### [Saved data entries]
==================================================

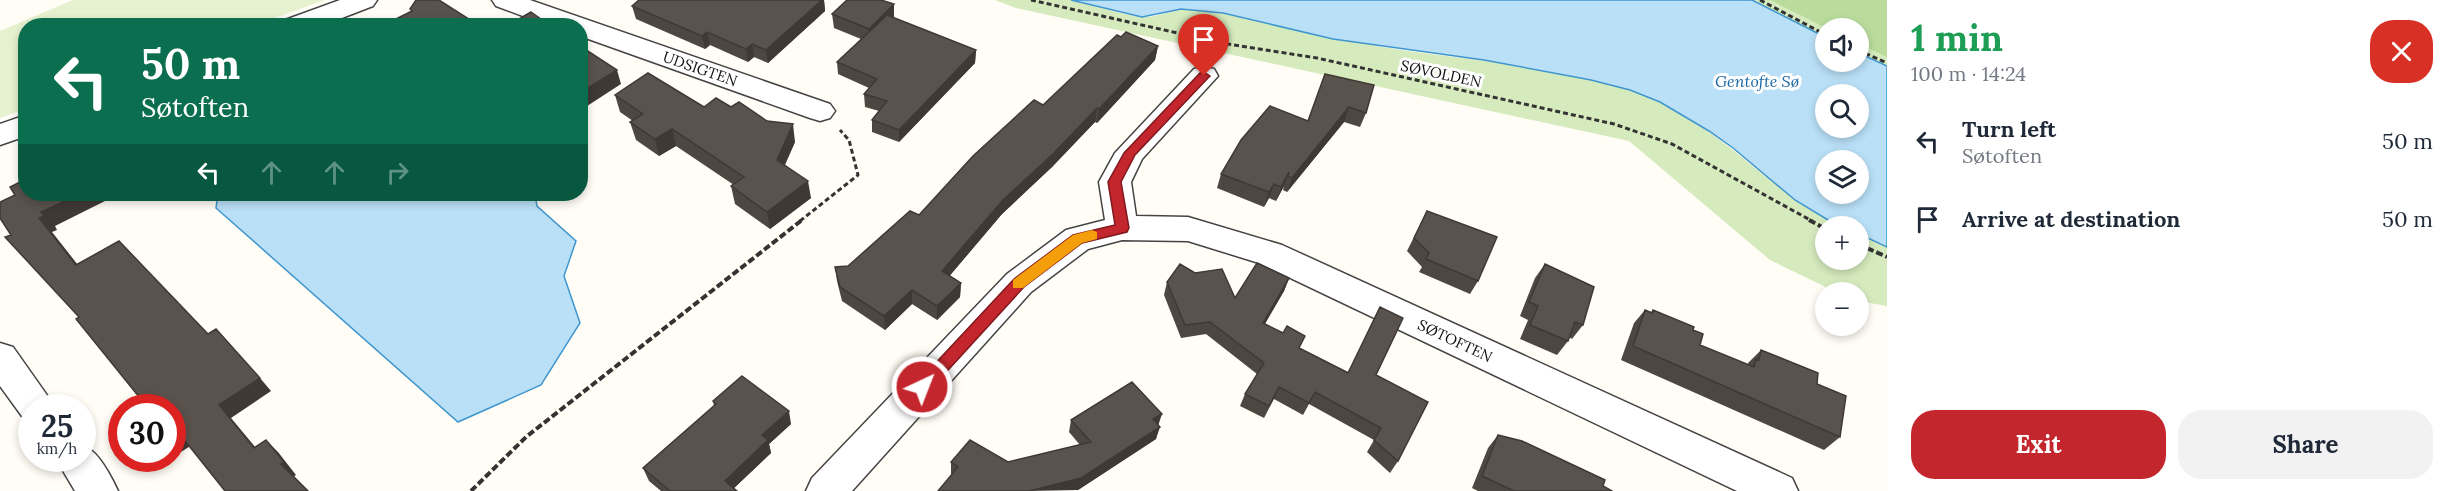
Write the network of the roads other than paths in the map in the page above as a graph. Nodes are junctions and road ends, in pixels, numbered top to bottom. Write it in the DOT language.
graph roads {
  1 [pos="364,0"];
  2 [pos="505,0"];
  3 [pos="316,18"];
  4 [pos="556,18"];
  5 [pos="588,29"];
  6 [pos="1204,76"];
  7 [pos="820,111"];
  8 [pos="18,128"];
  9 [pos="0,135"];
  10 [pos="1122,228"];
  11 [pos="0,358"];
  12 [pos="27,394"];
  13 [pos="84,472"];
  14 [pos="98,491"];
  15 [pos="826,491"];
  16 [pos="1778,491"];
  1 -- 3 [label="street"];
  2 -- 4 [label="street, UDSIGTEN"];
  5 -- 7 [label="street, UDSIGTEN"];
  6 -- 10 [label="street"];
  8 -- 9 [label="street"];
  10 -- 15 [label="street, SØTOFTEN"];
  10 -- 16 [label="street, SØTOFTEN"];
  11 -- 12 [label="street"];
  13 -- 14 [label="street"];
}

==================================================

### [WORK TO COMPLETE]
An exact copy of all the data above is required; omit any pictures.

### [EXPECTED ANSWER]
Write the network of the roads other than paths in the map in the page above as a graph. Nodes are junctions and road ends, in pixels, numbered top to bottom. Write it in the DOT language.
graph roads {
  1 [pos="364,0"];
  2 [pos="505,0"];
  3 [pos="316,18"];
  4 [pos="556,18"];
  5 [pos="588,29"];
  6 [pos="1204,76"];
  7 [pos="820,111"];
  8 [pos="18,128"];
  9 [pos="0,135"];
  10 [pos="1122,228"];
  11 [pos="0,358"];
  12 [pos="27,394"];
  13 [pos="84,472"];
  14 [pos="98,491"];
  15 [pos="826,491"];
  16 [pos="1778,491"];
  1 -- 3 [label="street"];
  2 -- 4 [label="street, UDSIGTEN"];
  5 -- 7 [label="street, UDSIGTEN"];
  6 -- 10 [label="street"];
  8 -- 9 [label="street"];
  10 -- 15 [label="street, SØTOFTEN"];
  10 -- 16 [label="street, SØTOFTEN"];
  11 -- 12 [label="street"];
  13 -- 14 [label="street"];
}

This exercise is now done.